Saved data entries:
▼

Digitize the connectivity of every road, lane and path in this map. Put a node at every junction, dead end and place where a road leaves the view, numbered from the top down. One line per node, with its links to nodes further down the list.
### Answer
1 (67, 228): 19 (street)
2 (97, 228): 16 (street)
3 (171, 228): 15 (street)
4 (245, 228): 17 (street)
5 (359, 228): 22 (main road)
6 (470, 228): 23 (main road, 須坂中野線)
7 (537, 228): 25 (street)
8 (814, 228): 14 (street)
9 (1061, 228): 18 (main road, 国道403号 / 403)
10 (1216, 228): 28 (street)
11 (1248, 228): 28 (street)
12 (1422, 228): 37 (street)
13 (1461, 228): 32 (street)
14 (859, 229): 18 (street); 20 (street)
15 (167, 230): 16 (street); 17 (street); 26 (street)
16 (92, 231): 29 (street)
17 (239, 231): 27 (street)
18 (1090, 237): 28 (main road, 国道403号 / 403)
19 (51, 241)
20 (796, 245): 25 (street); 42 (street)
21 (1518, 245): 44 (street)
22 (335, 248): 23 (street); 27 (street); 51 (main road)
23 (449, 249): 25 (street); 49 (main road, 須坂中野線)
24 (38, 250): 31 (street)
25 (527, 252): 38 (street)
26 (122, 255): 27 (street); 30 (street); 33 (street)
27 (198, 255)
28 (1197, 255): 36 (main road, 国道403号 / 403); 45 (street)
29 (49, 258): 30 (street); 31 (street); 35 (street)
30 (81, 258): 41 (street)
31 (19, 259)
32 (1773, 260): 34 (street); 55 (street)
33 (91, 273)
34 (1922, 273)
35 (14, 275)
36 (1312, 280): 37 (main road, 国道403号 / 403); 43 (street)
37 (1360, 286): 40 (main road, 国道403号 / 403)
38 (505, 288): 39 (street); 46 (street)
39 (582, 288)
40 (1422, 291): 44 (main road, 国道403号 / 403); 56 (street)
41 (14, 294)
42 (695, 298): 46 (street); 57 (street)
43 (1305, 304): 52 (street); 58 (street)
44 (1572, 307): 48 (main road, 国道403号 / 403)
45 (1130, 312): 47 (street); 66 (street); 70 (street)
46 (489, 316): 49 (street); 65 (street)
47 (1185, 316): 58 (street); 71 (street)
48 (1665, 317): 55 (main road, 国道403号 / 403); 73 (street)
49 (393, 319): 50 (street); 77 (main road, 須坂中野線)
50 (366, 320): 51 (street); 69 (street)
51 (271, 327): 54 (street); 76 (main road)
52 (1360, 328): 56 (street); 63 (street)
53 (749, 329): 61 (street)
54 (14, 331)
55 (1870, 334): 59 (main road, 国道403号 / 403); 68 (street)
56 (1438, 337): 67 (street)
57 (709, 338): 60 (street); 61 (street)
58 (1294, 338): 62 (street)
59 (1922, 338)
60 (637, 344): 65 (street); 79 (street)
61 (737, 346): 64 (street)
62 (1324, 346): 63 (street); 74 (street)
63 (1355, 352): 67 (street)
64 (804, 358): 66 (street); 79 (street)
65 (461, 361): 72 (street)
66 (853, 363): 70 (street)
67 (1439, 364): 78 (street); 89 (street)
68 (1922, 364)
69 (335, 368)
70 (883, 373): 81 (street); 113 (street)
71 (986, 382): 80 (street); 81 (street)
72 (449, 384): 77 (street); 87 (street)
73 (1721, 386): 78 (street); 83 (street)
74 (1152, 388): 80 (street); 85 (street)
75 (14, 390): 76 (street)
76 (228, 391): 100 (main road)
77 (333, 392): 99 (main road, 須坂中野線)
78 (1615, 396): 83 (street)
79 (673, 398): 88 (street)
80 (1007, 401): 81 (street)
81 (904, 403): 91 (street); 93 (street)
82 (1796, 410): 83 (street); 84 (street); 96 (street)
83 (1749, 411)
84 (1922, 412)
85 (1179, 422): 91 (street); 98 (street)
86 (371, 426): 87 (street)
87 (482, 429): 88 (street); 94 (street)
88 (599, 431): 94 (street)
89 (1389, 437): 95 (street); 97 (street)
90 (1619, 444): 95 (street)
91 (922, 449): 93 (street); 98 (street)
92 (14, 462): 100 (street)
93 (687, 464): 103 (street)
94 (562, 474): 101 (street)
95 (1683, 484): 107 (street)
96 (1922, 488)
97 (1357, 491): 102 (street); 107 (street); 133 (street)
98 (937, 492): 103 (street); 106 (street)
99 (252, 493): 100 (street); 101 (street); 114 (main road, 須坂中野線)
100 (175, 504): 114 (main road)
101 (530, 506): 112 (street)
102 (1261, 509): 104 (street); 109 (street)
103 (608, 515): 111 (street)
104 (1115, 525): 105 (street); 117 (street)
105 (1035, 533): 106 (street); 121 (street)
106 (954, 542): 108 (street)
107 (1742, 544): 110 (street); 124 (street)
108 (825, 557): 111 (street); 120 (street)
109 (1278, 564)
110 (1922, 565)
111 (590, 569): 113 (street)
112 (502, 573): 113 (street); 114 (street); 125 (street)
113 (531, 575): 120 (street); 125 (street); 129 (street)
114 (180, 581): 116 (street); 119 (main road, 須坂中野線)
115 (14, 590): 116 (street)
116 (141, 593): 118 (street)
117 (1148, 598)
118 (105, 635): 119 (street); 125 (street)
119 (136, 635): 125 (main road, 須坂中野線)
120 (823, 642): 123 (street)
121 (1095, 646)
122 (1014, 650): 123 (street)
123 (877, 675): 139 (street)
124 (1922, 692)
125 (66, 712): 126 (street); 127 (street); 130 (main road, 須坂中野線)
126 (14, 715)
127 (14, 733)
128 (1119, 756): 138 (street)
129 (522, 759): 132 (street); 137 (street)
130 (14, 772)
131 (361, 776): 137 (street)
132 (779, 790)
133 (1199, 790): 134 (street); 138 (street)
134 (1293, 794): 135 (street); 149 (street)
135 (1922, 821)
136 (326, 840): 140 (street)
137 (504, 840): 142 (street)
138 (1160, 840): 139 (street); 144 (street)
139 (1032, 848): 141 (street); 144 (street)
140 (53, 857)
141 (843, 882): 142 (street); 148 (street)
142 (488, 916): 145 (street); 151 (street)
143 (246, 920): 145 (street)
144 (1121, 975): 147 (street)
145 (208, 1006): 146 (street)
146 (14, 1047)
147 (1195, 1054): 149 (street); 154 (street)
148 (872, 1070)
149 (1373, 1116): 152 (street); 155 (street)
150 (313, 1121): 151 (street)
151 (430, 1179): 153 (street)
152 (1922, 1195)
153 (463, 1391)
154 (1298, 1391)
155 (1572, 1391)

▲

◆ **The problem**
Could you please reproduce each record exactly, leaving nothing out?

◆ **Exercise output**
Digitize the connectivity of every road, lane and path in this map. Put a node at every junction, dead end and place where a road leaves the view, numbered from the top down. One line per node, with its links to nodes further down the list.
### Answer
1 (67, 228): 19 (street)
2 (97, 228): 16 (street)
3 (171, 228): 15 (street)
4 (245, 228): 17 (street)
5 (359, 228): 22 (main road)
6 (470, 228): 23 (main road, 須坂中野線)
7 (537, 228): 25 (street)
8 (814, 228): 14 (street)
9 (1061, 228): 18 (main road, 国道403号 / 403)
10 (1216, 228): 28 (street)
11 (1248, 228): 28 (street)
12 (1422, 228): 37 (street)
13 (1461, 228): 32 (street)
14 (859, 229): 18 (street); 20 (street)
15 (167, 230): 16 (street); 17 (street); 26 (street)
16 (92, 231): 29 (street)
17 (239, 231): 27 (street)
18 (1090, 237): 28 (main road, 国道403号 / 403)
19 (51, 241)
20 (796, 245): 25 (street); 42 (street)
21 (1518, 245): 44 (street)
22 (335, 248): 23 (street); 27 (street); 51 (main road)
23 (449, 249): 25 (street); 49 (main road, 須坂中野線)
24 (38, 250): 31 (street)
25 (527, 252): 38 (street)
26 (122, 255): 27 (street); 30 (street); 33 (street)
27 (198, 255)
28 (1197, 255): 36 (main road, 国道403号 / 403); 45 (street)
29 (49, 258): 30 (street); 31 (street); 35 (street)
30 (81, 258): 41 (street)
31 (19, 259)
32 (1773, 260): 34 (street); 55 (street)
33 (91, 273)
34 (1922, 273)
35 (14, 275)
36 (1312, 280): 37 (main road, 国道403号 / 403); 43 (street)
37 (1360, 286): 40 (main road, 国道403号 / 403)
38 (505, 288): 39 (street); 46 (street)
39 (582, 288)
40 (1422, 291): 44 (main road, 国道403号 / 403); 56 (street)
41 (14, 294)
42 (695, 298): 46 (street); 57 (street)
43 (1305, 304): 52 (street); 58 (street)
44 (1572, 307): 48 (main road, 国道403号 / 403)
45 (1130, 312): 47 (street); 66 (street); 70 (street)
46 (489, 316): 49 (street); 65 (street)
47 (1185, 316): 58 (street); 71 (street)
48 (1665, 317): 55 (main road, 国道403号 / 403); 73 (street)
49 (393, 319): 50 (street); 77 (main road, 須坂中野線)
50 (366, 320): 51 (street); 69 (street)
51 (271, 327): 54 (street); 76 (main road)
52 (1360, 328): 56 (street); 63 (street)
53 (749, 329): 61 (street)
54 (14, 331)
55 (1870, 334): 59 (main road, 国道403号 / 403); 68 (street)
56 (1438, 337): 67 (street)
57 (709, 338): 60 (street); 61 (street)
58 (1294, 338): 62 (street)
59 (1922, 338)
60 (637, 344): 65 (street); 79 (street)
61 (737, 346): 64 (street)
62 (1324, 346): 63 (street); 74 (street)
63 (1355, 352): 67 (street)
64 (804, 358): 66 (street); 79 (street)
65 (461, 361): 72 (street)
66 (853, 363): 70 (street)
67 (1439, 364): 78 (street); 89 (street)
68 (1922, 364)
69 (335, 368)
70 (883, 373): 81 (street); 113 (street)
71 (986, 382): 80 (street); 81 (street)
72 (449, 384): 77 (street); 87 (street)
73 (1721, 386): 78 (street); 83 (street)
74 (1152, 388): 80 (street); 85 (street)
75 (14, 390): 76 (street)
76 (228, 391): 100 (main road)
77 (333, 392): 99 (main road, 須坂中野線)
78 (1615, 396): 83 (street)
79 (673, 398): 88 (street)
80 (1007, 401): 81 (street)
81 (904, 403): 91 (street); 93 (street)
82 (1796, 410): 83 (street); 84 (street); 96 (street)
83 (1749, 411)
84 (1922, 412)
85 (1179, 422): 91 (street); 98 (street)
86 (371, 426): 87 (street)
87 (482, 429): 88 (street); 94 (street)
88 (599, 431): 94 (street)
89 (1389, 437): 95 (street); 97 (street)
90 (1619, 444): 95 (street)
91 (922, 449): 93 (street); 98 (street)
92 (14, 462): 100 (street)
93 (687, 464): 103 (street)
94 (562, 474): 101 (street)
95 (1683, 484): 107 (street)
96 (1922, 488)
97 (1357, 491): 102 (street); 107 (street); 133 (street)
98 (937, 492): 103 (street); 106 (street)
99 (252, 493): 100 (street); 101 (street); 114 (main road, 須坂中野線)
100 (175, 504): 114 (main road)
101 (530, 506): 112 (street)
102 (1261, 509): 104 (street); 109 (street)
103 (608, 515): 111 (street)
104 (1115, 525): 105 (street); 117 (street)
105 (1035, 533): 106 (street); 121 (street)
106 (954, 542): 108 (street)
107 (1742, 544): 110 (street); 124 (street)
108 (825, 557): 111 (street); 120 (street)
109 (1278, 564)
110 (1922, 565)
111 (590, 569): 113 (street)
112 (502, 573): 113 (street); 114 (street); 125 (street)
113 (531, 575): 120 (street); 125 (street); 129 (street)
114 (180, 581): 116 (street); 119 (main road, 須坂中野線)
115 (14, 590): 116 (street)
116 (141, 593): 118 (street)
117 (1148, 598)
118 (105, 635): 119 (street); 125 (street)
119 (136, 635): 125 (main road, 須坂中野線)
120 (823, 642): 123 (street)
121 (1095, 646)
122 (1014, 650): 123 (street)
123 (877, 675): 139 (street)
124 (1922, 692)
125 (66, 712): 126 (street); 127 (street); 130 (main road, 須坂中野線)
126 (14, 715)
127 (14, 733)
128 (1119, 756): 138 (street)
129 (522, 759): 132 (street); 137 (street)
130 (14, 772)
131 (361, 776): 137 (street)
132 (779, 790)
133 (1199, 790): 134 (street); 138 (street)
134 (1293, 794): 135 (street); 149 (street)
135 (1922, 821)
136 (326, 840): 140 (street)
137 (504, 840): 142 (street)
138 (1160, 840): 139 (street); 144 (street)
139 (1032, 848): 141 (street); 144 (street)
140 (53, 857)
141 (843, 882): 142 (street); 148 (street)
142 (488, 916): 145 (street); 151 (street)
143 (246, 920): 145 (street)
144 (1121, 975): 147 (street)
145 (208, 1006): 146 (street)
146 (14, 1047)
147 (1195, 1054): 149 (street); 154 (street)
148 (872, 1070)
149 (1373, 1116): 152 (street); 155 (street)
150 (313, 1121): 151 (street)
151 (430, 1179): 153 (street)
152 (1922, 1195)
153 (463, 1391)
154 (1298, 1391)
155 (1572, 1391)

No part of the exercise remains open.